··· Available data ···

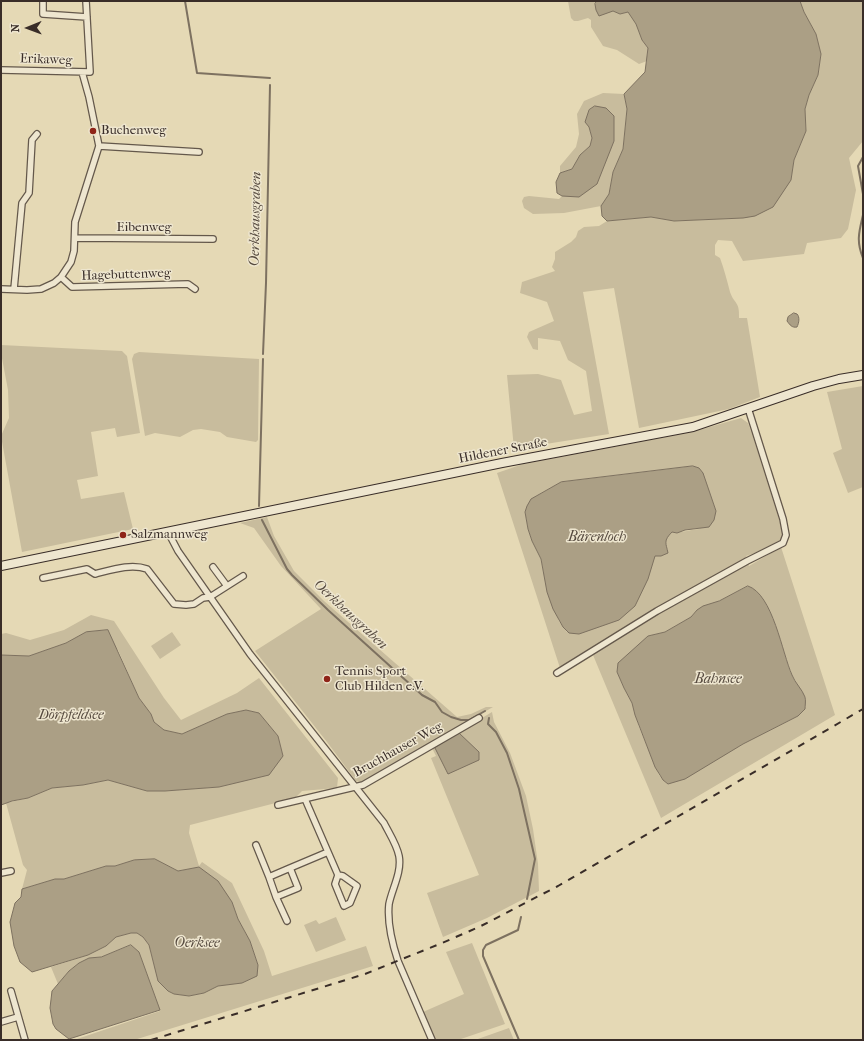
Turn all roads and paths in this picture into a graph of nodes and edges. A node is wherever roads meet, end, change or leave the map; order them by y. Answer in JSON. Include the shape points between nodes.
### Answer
{"nodes":[{"id":1,"x":43,"y":1,"type":"edge"},
{"id":2,"x":86,"y":1,"type":"edge"},
{"id":3,"x":87,"y":17,"type":"junction"},
{"id":4,"x":1,"y":70,"type":"edge"},
{"id":5,"x":82,"y":72,"type":"junction"},
{"id":6,"x":37,"y":134,"type":"dead end"},
{"id":7,"x":99,"y":146,"type":"junction"},
{"id":8,"x":199,"y":152,"type":"dead end"},
{"id":9,"x":75,"y":238,"type":"junction"},
{"id":10,"x":212,"y":239,"type":"dead end"},
{"id":11,"x":61,"y":277,"type":"junction"},
{"id":12,"x":1,"y":289,"type":"edge"},
{"id":13,"x":14,"y":289,"type":"junction"},
{"id":14,"x":195,"y":289,"type":"dead end"},
{"id":15,"x":863,"y":375,"type":"edge"},
{"id":16,"x":748,"y":408,"type":"junction"},
{"id":17,"x":168,"y":532,"type":"junction"},
{"id":18,"x":1,"y":566,"type":"edge"},
{"id":19,"x":212,"y":567,"type":"dead end"},
{"id":20,"x":243,"y":576,"type":"dead end"},
{"id":21,"x":43,"y":578,"type":"dead end"},
{"id":22,"x":227,"y":586,"type":"junction"},
{"id":23,"x":210,"y":597,"type":"junction"},
{"id":24,"x":557,"y":673,"type":"dead end"},
{"id":25,"x":479,"y":718,"type":"dead end"},
{"id":26,"x":356,"y":787,"type":"junction"},
{"id":27,"x":305,"y":799,"type":"junction"},
{"id":28,"x":278,"y":805,"type":"dead end"},
{"id":29,"x":256,"y":845,"type":"dead end"},
{"id":30,"x":328,"y":852,"type":"junction"},
{"id":31,"x":290,"y":868,"type":"junction"},
{"id":32,"x":11,"y":871,"type":"dead end"},
{"id":33,"x":1,"y":873,"type":"edge"},
{"id":34,"x":338,"y":875,"type":"junction"},
{"id":35,"x":269,"y":877,"type":"junction"},
{"id":36,"x":276,"y":897,"type":"junction"},
{"id":37,"x":287,"y":921,"type":"dead end"},
{"id":38,"x":11,"y":991,"type":"dead end"},
{"id":39,"x":18,"y":1017,"type":"junction"},
{"id":40,"x":1,"y":1022,"type":"edge"},
{"id":41,"x":25,"y":1040,"type":"edge"},
{"id":42,"x":432,"y":1040,"type":"edge"}],
"edges":[{"from":1,"to":3,"type":"street","via":[[42,14]]},
{"from":2,"to":3,"type":"street"},
{"from":3,"to":5,"type":"street","name":"Erikaweg","via":[[90,72]]},
{"from":4,"to":5,"type":"street","name":"Erikaweg"},
{"from":5,"to":7,"type":"street"},
{"from":6,"to":13,"type":"street","via":[[32,140],[29,193],[22,203]]},
{"from":7,"to":8,"type":"street"},
{"from":7,"to":9,"type":"street","via":[[75,222]]},
{"from":9,"to":10,"type":"street","name":"Eibenweg"},
{"from":9,"to":11,"type":"street","via":[[71,262]]},
{"from":11,"to":13,"type":"street","via":[[41,289]]},
{"from":11,"to":14,"type":"street","name":"Hagebuttenweg","via":[[72,287],[188,284]]},
{"from":12,"to":13,"type":"street"},
{"from":15,"to":16,"type":"main road","name":"Hildener Straße","via":[[813,386]]},
{"from":16,"to":17,"type":"main road","name":"Hildener Straße","via":[[693,427],[502,463]]},
{"from":16,"to":24,"type":"street","via":[[783,519],[786,535],[783,543],[657,611]]},
{"from":17,"to":18,"type":"main road","name":"Hildener Straße"},
{"from":17,"to":23,"type":"street"},
{"from":19,"to":22,"type":"street"},
{"from":20,"to":22,"type":"street"},
{"from":21,"to":23,"type":"street","via":[[87,569],[95,574],[132,566],[147,569],[174,604],[194,604]]},
{"from":22,"to":23,"type":"street"},
{"from":23,"to":26,"type":"street","via":[[258,664]]},
{"from":25,"to":26,"type":"street","name":"Bruchhauser Weg"},
{"from":26,"to":27,"type":"street","name":"Bruchhauser Weg"},
{"from":26,"to":42,"type":"street","via":[[384,823],[399,855],[400,864],[390,903],[391,933],[398,961]]},
{"from":27,"to":28,"type":"street","name":"Bruchhauser Weg"},
{"from":27,"to":30,"type":"street"},
{"from":29,"to":35,"type":"street"},
{"from":30,"to":31,"type":"street"},
{"from":30,"to":34,"type":"street"},
{"from":31,"to":35,"type":"street"},
{"from":31,"to":36,"type":"street","via":[[298,888]]},
{"from":32,"to":33,"type":"street"},
{"from":34,"to":34,"type":"street","via":[[335,884],[344,906],[350,904],[358,886]]},
{"from":35,"to":36,"type":"street"},
{"from":36,"to":37,"type":"street"},
{"from":38,"to":39,"type":"street"},
{"from":39,"to":40,"type":"street"},
{"from":39,"to":41,"type":"street"}]}
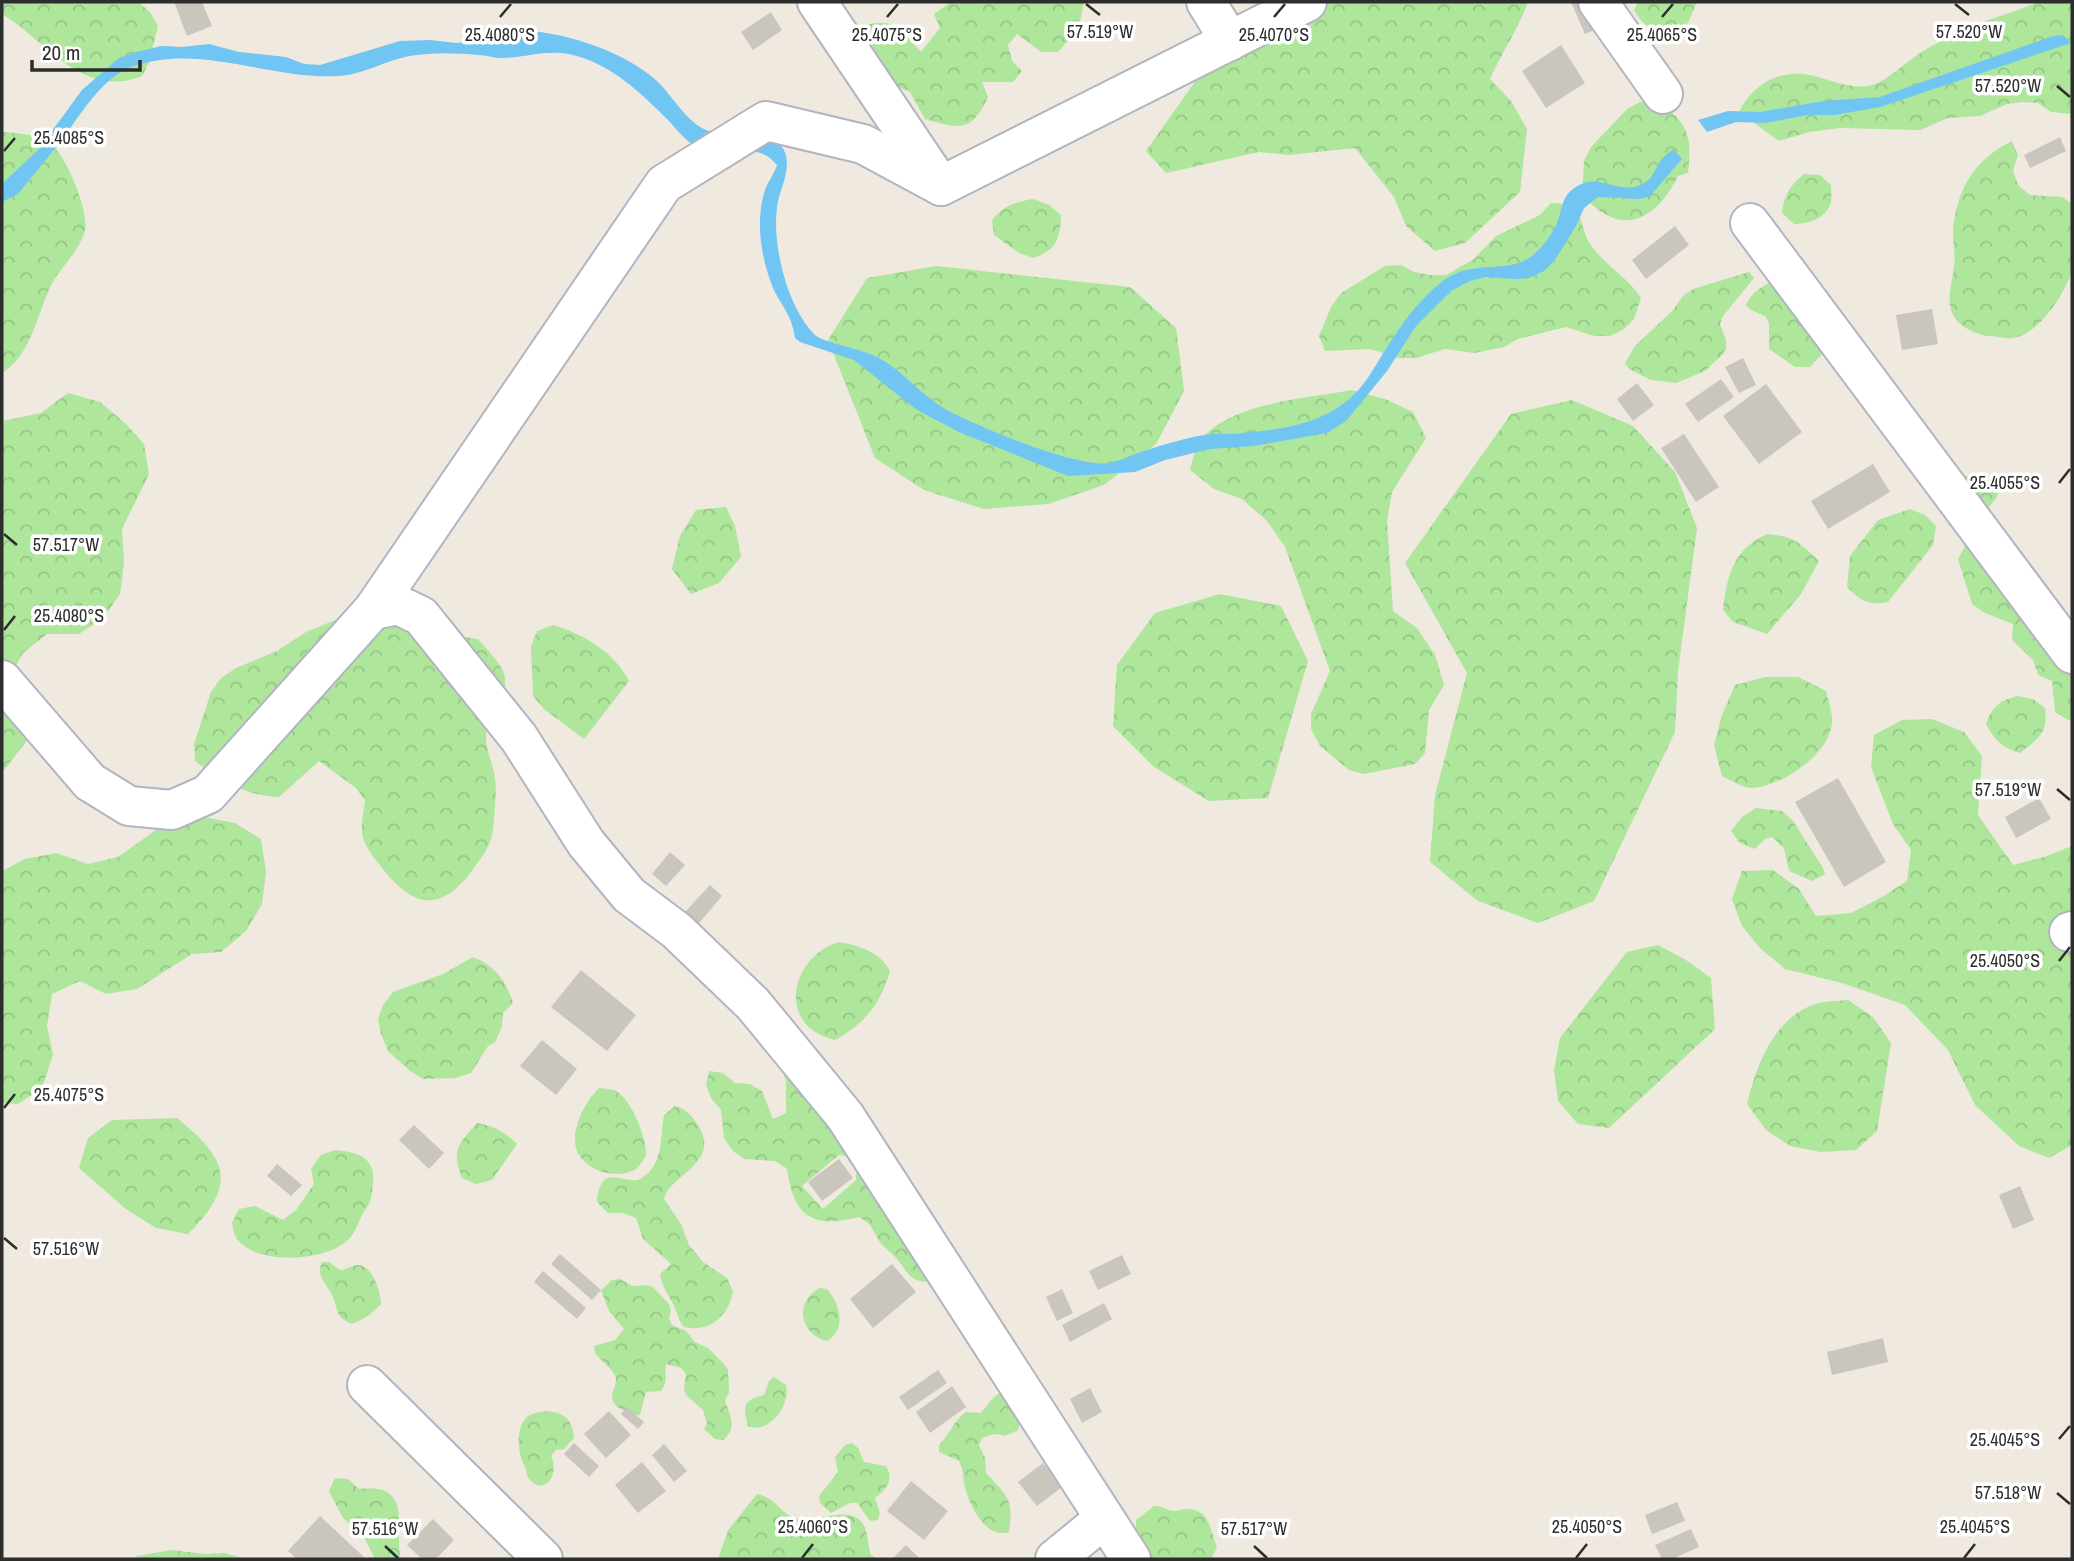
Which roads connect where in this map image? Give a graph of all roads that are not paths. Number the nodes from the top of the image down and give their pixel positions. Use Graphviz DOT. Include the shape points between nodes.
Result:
graph roads {
  1 [pos="817,2"];
  2 [pos="1206,2"];
  3 [pos="1307,2"];
  4 [pos="1598,2"];
  5 [pos="1230,41"];
  6 [pos="1663,94"];
  7 [pos="941,186"];
  8 [pos="1751,223"];
  9 [pos="373,610"];
  10 [pos="2072,654"];
  11 [pos="2,680"];
  12 [pos="367,1385"];
  13 [pos="1104,1519"];
  14 [pos="543,1559"];
  15 [pos="1055,1559"];
  16 [pos="1131,1559"];
  1 -- 7 [label="street"];
  2 -- 5 [label="street"];
  3 -- 5 [label="street"];
  4 -- 6 [label="street"];
  5 -- 7 [label="street"];
  7 -- 9 [label="street" via="863,144 766,121 664,184"];
  8 -- 10 [label="street"];
  9 -- 11 [label="street" via="208,794 172,810 129,806 90,782"];
  9 -- 13 [label="street" via="398,605 421,616 519,737 586,843 629,895 677,931 753,1004 845,1116"];
  12 -- 14 [label="street"];
  13 -- 15 [label="street"];
  13 -- 16 [label="street"];
}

···

*What to do*. A faithful copy of the data is required: each word kept, each picture omitted.

*Solution to this task*.
Turn all roads and paths in this picture into a graph of nodes and edges. A node is wherever roads meet, end, change or leave the map; order them by y. Answer in JSON. Include the shape points between nodes.
### Answer
{"nodes":[{"id":1,"x":43,"y":1,"type":"edge"},
{"id":2,"x":86,"y":1,"type":"edge"},
{"id":3,"x":87,"y":17,"type":"junction"},
{"id":4,"x":1,"y":70,"type":"edge"},
{"id":5,"x":82,"y":72,"type":"junction"},
{"id":6,"x":37,"y":134,"type":"dead end"},
{"id":7,"x":99,"y":146,"type":"junction"},
{"id":8,"x":199,"y":152,"type":"dead end"},
{"id":9,"x":75,"y":238,"type":"junction"},
{"id":10,"x":212,"y":239,"type":"dead end"},
{"id":11,"x":61,"y":277,"type":"junction"},
{"id":12,"x":1,"y":289,"type":"edge"},
{"id":13,"x":14,"y":289,"type":"junction"},
{"id":14,"x":195,"y":289,"type":"dead end"},
{"id":15,"x":863,"y":375,"type":"edge"},
{"id":16,"x":748,"y":408,"type":"junction"},
{"id":17,"x":168,"y":532,"type":"junction"},
{"id":18,"x":1,"y":566,"type":"edge"},
{"id":19,"x":212,"y":567,"type":"dead end"},
{"id":20,"x":243,"y":576,"type":"dead end"},
{"id":21,"x":43,"y":578,"type":"dead end"},
{"id":22,"x":227,"y":586,"type":"junction"},
{"id":23,"x":210,"y":597,"type":"junction"},
{"id":24,"x":557,"y":673,"type":"dead end"},
{"id":25,"x":479,"y":718,"type":"dead end"},
{"id":26,"x":356,"y":787,"type":"junction"},
{"id":27,"x":305,"y":799,"type":"junction"},
{"id":28,"x":278,"y":805,"type":"dead end"},
{"id":29,"x":256,"y":845,"type":"dead end"},
{"id":30,"x":328,"y":852,"type":"junction"},
{"id":31,"x":290,"y":868,"type":"junction"},
{"id":32,"x":11,"y":871,"type":"dead end"},
{"id":33,"x":1,"y":873,"type":"edge"},
{"id":34,"x":338,"y":875,"type":"junction"},
{"id":35,"x":269,"y":877,"type":"junction"},
{"id":36,"x":276,"y":897,"type":"junction"},
{"id":37,"x":287,"y":921,"type":"dead end"},
{"id":38,"x":11,"y":991,"type":"dead end"},
{"id":39,"x":18,"y":1017,"type":"junction"},
{"id":40,"x":1,"y":1022,"type":"edge"},
{"id":41,"x":25,"y":1040,"type":"edge"},
{"id":42,"x":432,"y":1040,"type":"edge"}],
"edges":[{"from":1,"to":3,"type":"street","via":[[42,14]]},
{"from":2,"to":3,"type":"street"},
{"from":3,"to":5,"type":"street","name":"Erikaweg","via":[[90,72]]},
{"from":4,"to":5,"type":"street","name":"Erikaweg"},
{"from":5,"to":7,"type":"street"},
{"from":6,"to":13,"type":"street","via":[[32,140],[29,193],[22,203]]},
{"from":7,"to":8,"type":"street"},
{"from":7,"to":9,"type":"street","via":[[75,222]]},
{"from":9,"to":10,"type":"street","name":"Eibenweg"},
{"from":9,"to":11,"type":"street","via":[[71,262]]},
{"from":11,"to":13,"type":"street","via":[[41,289]]},
{"from":11,"to":14,"type":"street","name":"Hagebuttenweg","via":[[72,287],[188,284]]},
{"from":12,"to":13,"type":"street"},
{"from":15,"to":16,"type":"main road","name":"Hildener Straße","via":[[813,386]]},
{"from":16,"to":17,"type":"main road","name":"Hildener Straße","via":[[693,427],[502,463]]},
{"from":16,"to":24,"type":"street","via":[[783,519],[786,535],[783,543],[657,611]]},
{"from":17,"to":18,"type":"main road","name":"Hildener Straße"},
{"from":17,"to":23,"type":"street"},
{"from":19,"to":22,"type":"street"},
{"from":20,"to":22,"type":"street"},
{"from":21,"to":23,"type":"street","via":[[87,569],[95,574],[132,566],[147,569],[174,604],[194,604]]},
{"from":22,"to":23,"type":"street"},
{"from":23,"to":26,"type":"street","via":[[258,664]]},
{"from":25,"to":26,"type":"street","name":"Bruchhauser Weg"},
{"from":26,"to":27,"type":"street","name":"Bruchhauser Weg"},
{"from":26,"to":42,"type":"street","via":[[384,823],[399,855],[400,864],[390,903],[391,933],[398,961]]},
{"from":27,"to":28,"type":"street","name":"Bruchhauser Weg"},
{"from":27,"to":30,"type":"street"},
{"from":29,"to":35,"type":"street"},
{"from":30,"to":31,"type":"street"},
{"from":30,"to":34,"type":"street"},
{"from":31,"to":35,"type":"street"},
{"from":31,"to":36,"type":"street","via":[[298,888]]},
{"from":32,"to":33,"type":"street"},
{"from":34,"to":34,"type":"street","via":[[335,884],[344,906],[350,904],[358,886]]},
{"from":35,"to":36,"type":"street"},
{"from":36,"to":37,"type":"street"},
{"from":38,"to":39,"type":"street"},
{"from":39,"to":40,"type":"street"},
{"from":39,"to":41,"type":"street"}]}
Which roads connect where in this map image? Give a graph of all roads that are not paths. Number the nodes from the top of the image down and give their pixel positions. Use Graphviz DOT. Include the shape points between nodes.
Result:
graph roads {
  1 [pos="817,2"];
  2 [pos="1206,2"];
  3 [pos="1307,2"];
  4 [pos="1598,2"];
  5 [pos="1230,41"];
  6 [pos="1663,94"];
  7 [pos="941,186"];
  8 [pos="1751,223"];
  9 [pos="373,610"];
  10 [pos="2072,654"];
  11 [pos="2,680"];
  12 [pos="367,1385"];
  13 [pos="1104,1519"];
  14 [pos="543,1559"];
  15 [pos="1055,1559"];
  16 [pos="1131,1559"];
  1 -- 7 [label="street"];
  2 -- 5 [label="street"];
  3 -- 5 [label="street"];
  4 -- 6 [label="street"];
  5 -- 7 [label="street"];
  7 -- 9 [label="street" via="863,144 766,121 664,184"];
  8 -- 10 [label="street"];
  9 -- 11 [label="street" via="208,794 172,810 129,806 90,782"];
  9 -- 13 [label="street" via="398,605 421,616 519,737 586,843 629,895 677,931 753,1004 845,1116"];
  12 -- 14 [label="street"];
  13 -- 15 [label="street"];
  13 -- 16 [label="street"];
}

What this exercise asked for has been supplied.